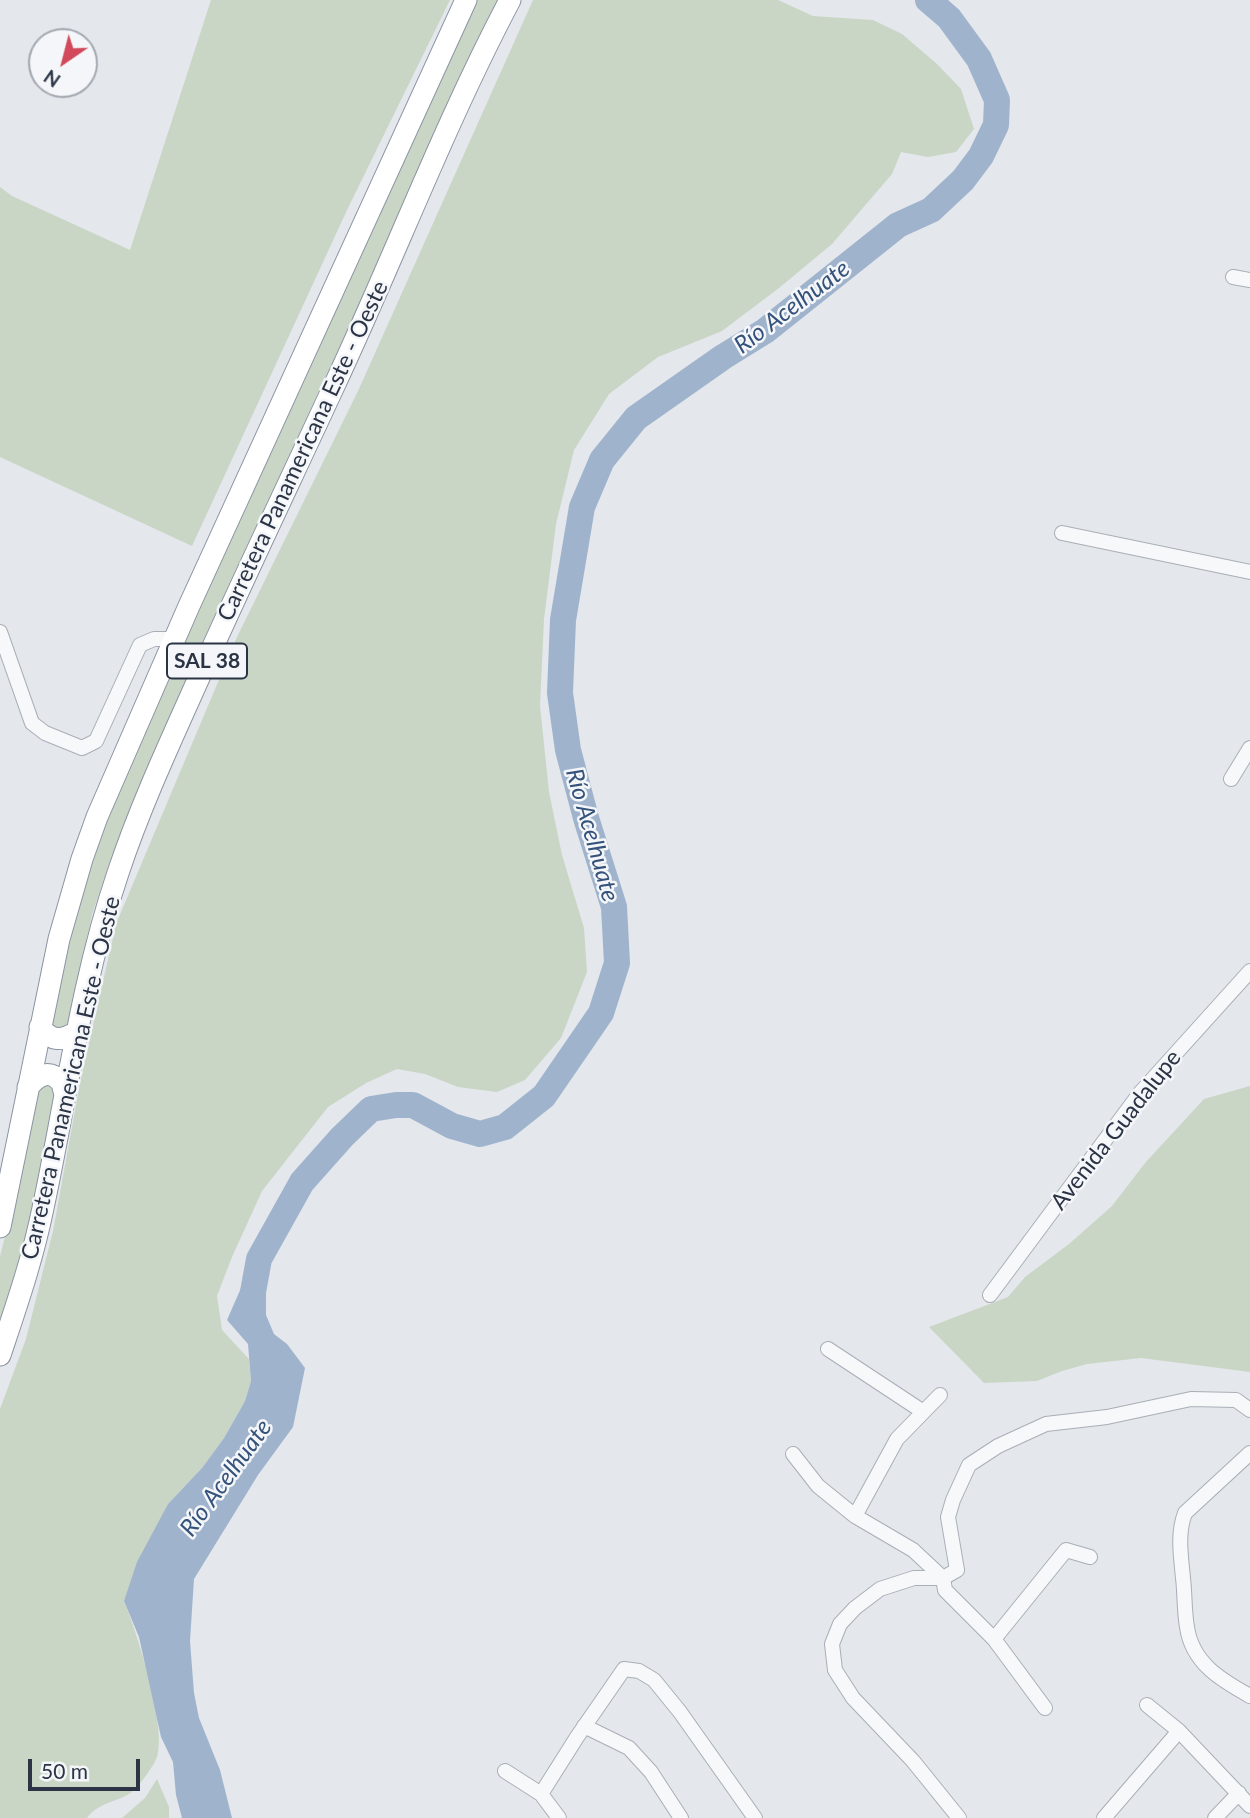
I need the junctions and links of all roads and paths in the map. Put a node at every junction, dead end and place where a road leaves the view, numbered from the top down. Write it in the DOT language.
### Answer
graph roads {
  1 [pos="466,0"];
  2 [pos="510,0"];
  3 [pos="1233,277"];
  4 [pos="1250,280"];
  5 [pos="1062,533"];
  6 [pos="1250,572"];
  7 [pos="0,632"];
  8 [pos="174,639"];
  9 [pos="1250,748"];
  10 [pos="1231,779"];
  11 [pos="1250,971"];
  12 [pos="40,1027"];
  13 [pos="77,1032"];
  14 [pos="28,1087"];
  15 [pos="65,1095"];
  16 [pos="0,1227"];
  17 [pos="990,1295"];
  18 [pos="828,1349"];
  19 [pos="0,1355"];
  20 [pos="940,1395"];
  21 [pos="1250,1410"];
  22 [pos="922,1411"];
  23 [pos="1250,1453"];
  24 [pos="793,1454"];
  25 [pos="855,1516"];
  26 [pos="1090,1556"];
  27 [pos="943,1578"];
  28 [pos="994,1639"];
  29 [pos="1250,1696"];
  30 [pos="1147,1704"];
  31 [pos="1045,1708"];
  32 [pos="584,1726"];
  33 [pos="1180,1731"];
  34 [pos="505,1771"];
  35 [pos="1239,1793"];
  36 [pos="541,1794"];
  37 [pos="1250,1806"];
  38 [pos="559,1818"];
  39 [pos="681,1818"];
  40 [pos="755,1818"];
  41 [pos="959,1818"];
  42 [pos="1104,1818"];
  43 [pos="1215,1818"];
  1 -- 8 [label="highway, Carretera Panamericana Este - Oeste / SAL 38"];
  2 -- 13 [label="highway, Carretera Panamericana Este - Oeste / SAL 38"];
  3 -- 4 [label="street"];
  5 -- 6 [label="street"];
  7 -- 8 [label="street"];
  8 -- 12 [label="highway, Carretera Panamericana Este - Oeste / SAL 38"];
  9 -- 10 [label="street"];
  11 -- 17 [label="street, Avenida Guadalupe"];
  12 -- 13 [label="highway"];
  12 -- 14 [label="highway, Carretera Panamericana Este - Oeste / SAL 38"];
  13 -- 15 [label="highway, Carretera Panamericana Este - Oeste / SAL 38"];
  14 -- 15 [label="highway"];
  14 -- 16 [label="highway, Carretera Panamericana Este - Oeste / SAL 38"];
  15 -- 19 [label="highway, Carretera Panamericana Este - Oeste / SAL 38"];
  18 -- 22 [label="street"];
  20 -- 22 [label="street"];
  21 -- 27 [label="street"];
  22 -- 25 [label="street"];
  23 -- 29 [label="street"];
  24 -- 25 [label="street"];
  25 -- 27 [label="street"];
  26 -- 28 [label="street"];
  27 -- 28 [label="street"];
  27 -- 41 [label="street"];
  28 -- 31 [label="street"];
  30 -- 33 [label="street"];
  32 -- 36 [label="street"];
  32 -- 39 [label="street"];
  32 -- 40 [label="street"];
  33 -- 35 [label="street"];
  33 -- 42 [label="street"];
  34 -- 36 [label="street"];
  35 -- 37 [label="street"];
  35 -- 43 [label="street"];
  36 -- 38 [label="street"];
}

+ + + + +

WORK INSTRUCTION:
Reproduce all of the material above word for word. Omit the pictures.

COMPLETED EXERCISE:
I need the junctions and links of all roads and paths in the map. Put a node at every junction, dead end and place where a road leaves the view, numbered from the top down. Write it in the DOT language.
### Answer
graph roads {
  1 [pos="466,0"];
  2 [pos="510,0"];
  3 [pos="1233,277"];
  4 [pos="1250,280"];
  5 [pos="1062,533"];
  6 [pos="1250,572"];
  7 [pos="0,632"];
  8 [pos="174,639"];
  9 [pos="1250,748"];
  10 [pos="1231,779"];
  11 [pos="1250,971"];
  12 [pos="40,1027"];
  13 [pos="77,1032"];
  14 [pos="28,1087"];
  15 [pos="65,1095"];
  16 [pos="0,1227"];
  17 [pos="990,1295"];
  18 [pos="828,1349"];
  19 [pos="0,1355"];
  20 [pos="940,1395"];
  21 [pos="1250,1410"];
  22 [pos="922,1411"];
  23 [pos="1250,1453"];
  24 [pos="793,1454"];
  25 [pos="855,1516"];
  26 [pos="1090,1556"];
  27 [pos="943,1578"];
  28 [pos="994,1639"];
  29 [pos="1250,1696"];
  30 [pos="1147,1704"];
  31 [pos="1045,1708"];
  32 [pos="584,1726"];
  33 [pos="1180,1731"];
  34 [pos="505,1771"];
  35 [pos="1239,1793"];
  36 [pos="541,1794"];
  37 [pos="1250,1806"];
  38 [pos="559,1818"];
  39 [pos="681,1818"];
  40 [pos="755,1818"];
  41 [pos="959,1818"];
  42 [pos="1104,1818"];
  43 [pos="1215,1818"];
  1 -- 8 [label="highway, Carretera Panamericana Este - Oeste / SAL 38"];
  2 -- 13 [label="highway, Carretera Panamericana Este - Oeste / SAL 38"];
  3 -- 4 [label="street"];
  5 -- 6 [label="street"];
  7 -- 8 [label="street"];
  8 -- 12 [label="highway, Carretera Panamericana Este - Oeste / SAL 38"];
  9 -- 10 [label="street"];
  11 -- 17 [label="street, Avenida Guadalupe"];
  12 -- 13 [label="highway"];
  12 -- 14 [label="highway, Carretera Panamericana Este - Oeste / SAL 38"];
  13 -- 15 [label="highway, Carretera Panamericana Este - Oeste / SAL 38"];
  14 -- 15 [label="highway"];
  14 -- 16 [label="highway, Carretera Panamericana Este - Oeste / SAL 38"];
  15 -- 19 [label="highway, Carretera Panamericana Este - Oeste / SAL 38"];
  18 -- 22 [label="street"];
  20 -- 22 [label="street"];
  21 -- 27 [label="street"];
  22 -- 25 [label="street"];
  23 -- 29 [label="street"];
  24 -- 25 [label="street"];
  25 -- 27 [label="street"];
  26 -- 28 [label="street"];
  27 -- 28 [label="street"];
  27 -- 41 [label="street"];
  28 -- 31 [label="street"];
  30 -- 33 [label="street"];
  32 -- 36 [label="street"];
  32 -- 39 [label="street"];
  32 -- 40 [label="street"];
  33 -- 35 [label="street"];
  33 -- 42 [label="street"];
  34 -- 36 [label="street"];
  35 -- 37 [label="street"];
  35 -- 43 [label="street"];
  36 -- 38 [label="street"];
}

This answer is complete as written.